WASHINGTON--(BUSINESS WIRE)--The Business Roundtable fourth quarter 2014 CEO Economic Outlook Index ‒ which provides a picture of the future direction of the U.S. economy based upon CEOs’ plans for sales, capital spending and hiring ‒ declined moderately from the third quarter, with capital spending declining the most.
CEOs were also asked to identify the two most significant factors holding back increased U.S. investment spending. In response, CEOs said that U.S. tax policy and regulatory issues are limiting U.S. investment spending.
“The economy ended the year essentially where it started – performing below its potential,” said Randall Stephenson, Chairman of Business Roundtable and Chairman and CEO of AT&T Inc. “Congress and the Administration should act now on tax extenders and Trade Promotion Authority to encourage additional business investment in the United States to help the economy grow and create more jobs.”
CEOs said they expect 2015 gross domestic product growth of 2.4 percent, unchanged from their 2014 expectation.
CEO expectations for investment and sales declined 5.8 points and 1.3 points, respectively. Plans for hiring increased 3.6 points following last quarter’s 15.7 point decline. The survey’s key findings from this quarter and the third quarter of 2014 include:
|CEO Survey Results & Sub-Indices||2014 Q3||2014 Q4||
|How do you expect your company’s U.S. sales to change in the next six months?||73%||20%||7%||116.4||74%||18%||9%||115.1||-1.3|
|How do you expect your company’s U.S. capital spending to change in the next six months?||39%||51%||10%||79.1||36%||50%||13%||73.3||-5.8|
|How do you expect your company’s U.S. employment to change in the next six months?||34%||46%||20%||63.5||40%||36%||23%||67.1||3.6|
In a question posed annually each fourth quarter, 39 percent of CEOs reported that regulatory costs were the top cost pressure facing their business over the next six months, followed by labor and health care costs. Regulatory costs were also the CEOs’ top concern in the fourth quarter of 2013 and 2012.

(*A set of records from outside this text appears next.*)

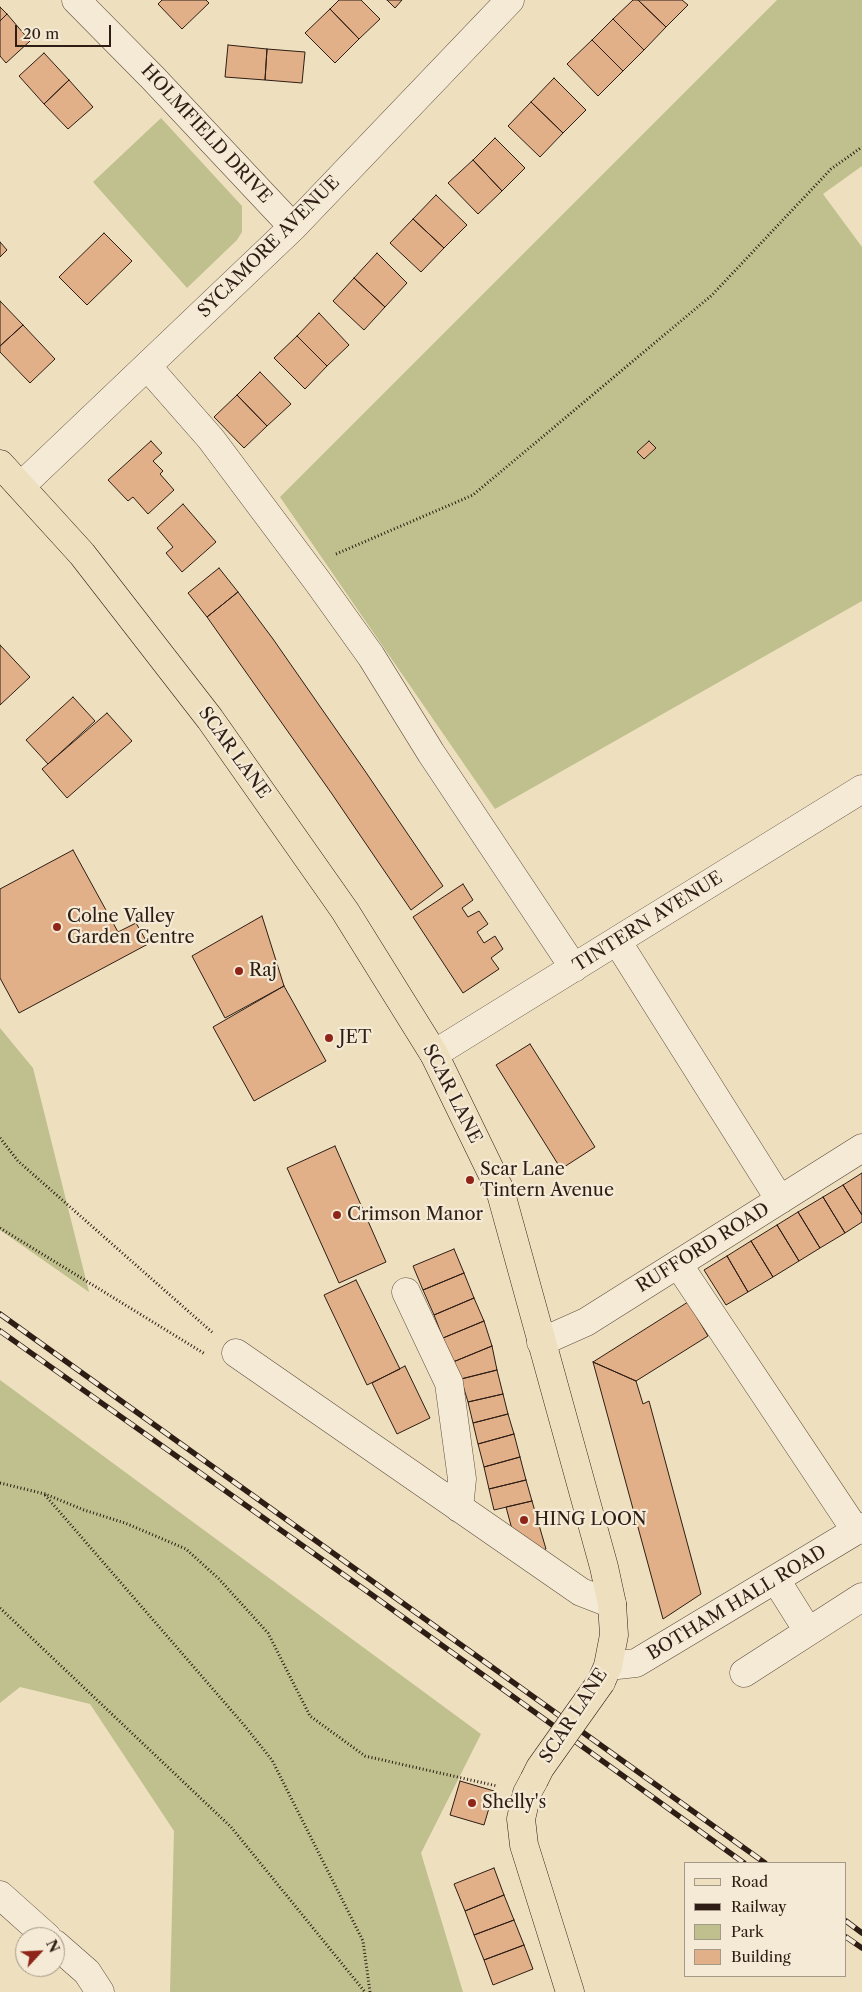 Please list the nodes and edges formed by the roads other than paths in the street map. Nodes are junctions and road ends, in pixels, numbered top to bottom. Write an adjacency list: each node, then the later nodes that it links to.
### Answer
1 (76, 0): 3 (street, HOLMFIELD DRIVE)
2 (510, 0): 3 (street, SYCAMORE AVENUE)
3 (293, 227): 4 (street, SYCAMORE AVENUE)
4 (147, 366): 6 (street, SYCAMORE AVENUE); 9 (street)
5 (0, 464): 6 (main road, SCAR LANE)
6 (20, 486): 10 (main road, SCAR LANE)
7 (862, 789): 8 (street, TINTERN AVENUE)
8 (618, 941): 9 (street, TINTERN AVENUE); 12 (street)
9 (574, 968): 10 (street, TINTERN AVENUE)
10 (434, 1054): 15 (main road, SCAR LANE)
11 (862, 1148): 12 (street, RUFFORD ROAD)
12 (780, 1200): 13 (street, RUFFORD ROAD)
13 (678, 1264): 15 (street, RUFFORD ROAD); 18 (street)
14 (406, 1292): 17 (street)
15 (541, 1342): 21 (main road, SCAR LANE)
16 (236, 1353): 17 (street)
17 (460, 1508): 21 (street)
18 (859, 1529): 19 (street, BOTHAM HALL ROAD)
19 (776, 1580): 22 (street); 24 (street, BOTHAM HALL ROAD)
20 (862, 1597): 22 (street)
21 (612, 1604): 24 (main road, SCAR LANE)
22 (808, 1631): 23 (street)
23 (744, 1673)
24 (604, 1674): 29 (main road, SCAR LANE, bridge)
25 (0, 1895): 26 (street)
26 (36, 1927)
27 (65, 1953): 28 (street)
28 (100, 1992)
29 (570, 1992)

Fourth Quarter 2014 Business Roundtable CEO Economic Outlook Index
The Business Roundtable CEO Economic Outlook Index – a composite index of CEO expectations for the next six months of sales, capital spending and employment – decreased moderately in the fourth quarter of 2014 to 85.1 from 86.4 in the third quarter of 2014. The long-term average of the Index is 80.3.
About the Business Roundtable CEO Economic Outlook Survey
The Business Roundtable CEO Economic Outlook Survey, conducted quarterly since the fourth quarter of 2002, provides a forward-looking view of the economy by Business Roundtable member CEOs. The survey is designed to provide a picture about the future direction of the U.S. economy by asking CEOs to report their plans for their company’s sales, capex and employment in the next six months. The data are used to create the Business Roundtable CEO Economic Outlook Index and sub-indices for sales, capex and hiring expectations – diffusion indices that range between -50 and 150 – where readings at 50 or above indicate an economic expansion, and readings below 50 indicate an economic contraction. A diffusion index is defined as the percentage of respondents who report that a measure will increase minus the percentage who report that the measure will decrease.
The fourth quarter 2014 survey was completed between October 22 and November 12, 2014. Responses were received from 129 member CEOs, 63 percent of the total Business Roundtable membership. The percentages in some categories may not equal 100 due to rounding. Results of this and all previous surveys can be found at www.brt.org/resources/ceo-survey.
Business Roundtable CEO members lead companies with $7.2 trillion in annual revenues and nearly 16 million employees. Business Roundtable member companies comprise more than a quarter of the total market capitalization of U.S. stock markets and invest $190 billion annually in research and development – equal to 70 percent of U.S. private R&D spending. Our companies pay more than $230 billion in dividends to shareholders and generate more than $470 billion in sales for small and medium-sized businesses annually. Business Roundtable companies also make more than $3 billion a year in charitable contributions.